The 1975 report observes what is patently the case: that synodical pronouncements have a variety of uses and functions. Some are extensions of the confessions and creeds to new areas, some are pastoral advice, some adjudicate a particular issue for a particular time, some propose guidelines for future study, and some, yes, are interpretations of a confession (Agenda and Acts of Synod 1975:603-4). The designated use or function of a synodical pronouncement determines how it is to be applied in the church. It does not, however, as the report makes abundantly clear, give to any of these pronouncements confessional authority. The pronouncements have the authority of synod, not of the confessions.

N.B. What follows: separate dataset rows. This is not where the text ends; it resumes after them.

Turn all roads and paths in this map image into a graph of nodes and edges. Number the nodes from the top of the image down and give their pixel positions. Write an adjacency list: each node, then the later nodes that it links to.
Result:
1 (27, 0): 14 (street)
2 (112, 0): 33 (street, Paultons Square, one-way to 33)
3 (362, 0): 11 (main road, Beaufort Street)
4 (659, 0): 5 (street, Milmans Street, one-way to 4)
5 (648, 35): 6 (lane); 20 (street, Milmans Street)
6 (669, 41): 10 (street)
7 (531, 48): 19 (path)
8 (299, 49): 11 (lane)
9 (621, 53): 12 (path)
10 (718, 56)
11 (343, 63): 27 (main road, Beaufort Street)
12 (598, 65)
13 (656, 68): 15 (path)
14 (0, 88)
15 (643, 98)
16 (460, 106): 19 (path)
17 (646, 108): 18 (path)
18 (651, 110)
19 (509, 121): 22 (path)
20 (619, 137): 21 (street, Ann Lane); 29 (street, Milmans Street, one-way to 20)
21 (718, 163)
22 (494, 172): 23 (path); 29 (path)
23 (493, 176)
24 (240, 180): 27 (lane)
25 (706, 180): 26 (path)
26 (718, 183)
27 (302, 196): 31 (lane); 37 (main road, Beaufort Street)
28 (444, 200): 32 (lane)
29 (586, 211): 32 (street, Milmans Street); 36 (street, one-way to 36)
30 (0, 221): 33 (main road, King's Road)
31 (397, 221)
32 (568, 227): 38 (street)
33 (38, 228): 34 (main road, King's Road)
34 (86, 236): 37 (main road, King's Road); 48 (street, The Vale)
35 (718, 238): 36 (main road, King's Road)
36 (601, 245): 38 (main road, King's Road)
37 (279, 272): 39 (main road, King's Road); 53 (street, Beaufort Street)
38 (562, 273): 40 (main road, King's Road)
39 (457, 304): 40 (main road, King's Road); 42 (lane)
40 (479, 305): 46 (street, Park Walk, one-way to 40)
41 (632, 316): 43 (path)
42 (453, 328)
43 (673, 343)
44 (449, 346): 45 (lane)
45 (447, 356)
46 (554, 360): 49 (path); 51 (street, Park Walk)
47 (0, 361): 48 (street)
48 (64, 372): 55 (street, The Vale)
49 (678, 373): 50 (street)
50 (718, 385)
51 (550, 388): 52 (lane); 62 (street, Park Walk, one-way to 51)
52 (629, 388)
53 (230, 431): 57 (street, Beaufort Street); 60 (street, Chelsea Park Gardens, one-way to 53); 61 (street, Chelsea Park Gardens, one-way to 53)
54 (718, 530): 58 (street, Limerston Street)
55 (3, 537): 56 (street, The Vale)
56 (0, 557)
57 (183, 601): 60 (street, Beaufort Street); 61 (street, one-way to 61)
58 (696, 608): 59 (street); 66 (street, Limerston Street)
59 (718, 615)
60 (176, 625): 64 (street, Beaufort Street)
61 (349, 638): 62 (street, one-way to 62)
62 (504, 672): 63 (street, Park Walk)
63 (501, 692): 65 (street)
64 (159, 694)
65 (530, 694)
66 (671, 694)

What this means is that there is no therefore in the “therefore.” The conclusion drawn by Synod 2022, that their interpretation of Heidelberg Catechism Q&A 108 has confessional status, does not follow from anything that Synod 1975 said or did. The opposite is true. The ruling of Synod 2022 violates the spirit and letter of the decisions of Synod 1975. (While I’m on this, I should note that Synod 2022 cites Synod 1975 incorrectly. They cite the study report; study reports do not have synodical authority unless they are declared to have such by synod. They should have cited the actions of Synod 1975 taken on the basis of the report. The proper reference is to the Agenda and Acts of Synod 1975:44.)
So what do we do with this? At the very least, clarification is needed. Which ruling stands? The ruling of Synod 1975 that clearly distinguishes between the authority of the confessions and the authority of synod? Or that of 2022 that makes its interpretation of a confession itself confessional? A future synod will have to weigh in on that matter, it seems to me. I would hope that Synod 2023 would be flooded with overtures asking for such clarification.
And what does this mean in the meantime for people who have already expressed their disagreement with the conclusions of Synod 2022? And not just people, but for churches and classes that sent overtures to synod arguing that the word “unchastity” in Q&A 108 of the Heidelberg Catechism does not apply to people in same-sex marriages? What does it mean for those delegates who registered their negative votes at synod, thereby declaring themselves at odds with the decision? Or for those who have written in favor of same-sex marriage? None of these questions were adequately answered by the synod.
A relatively brief look at the decision of Synod 2022 has indicated how sloppy it was. Synods make errors, and when they do, it not only damages the reputation of synod but damages people—those on whom the weight of the decision falls.
What would be best would be to wait until some of these matters are reconsidered at Synod 2023, which they surely will be. Take a pause outside the hothouse environment of a closed-door synod while cooler heads sort through the meaning and implications of the decision. Sort through what Synod 1975 intended and whether a misreading of the 1975 report informs and vitiates the Synod 2022 decision.
The church order has a rule that for substantive changes in the creeds, the church order, and the principles and elements of worship two synods are required. The first synod proposes a given change and a subsequent synod decides whether the change should be adopted (Article 47 and supplement). With something as important as this decision, which in effect changes a confession, surely something like this procedure should followed.
Wait. Pause. Consider and consider again. The wisdom, as the scriptures counsel, is often in the waiting.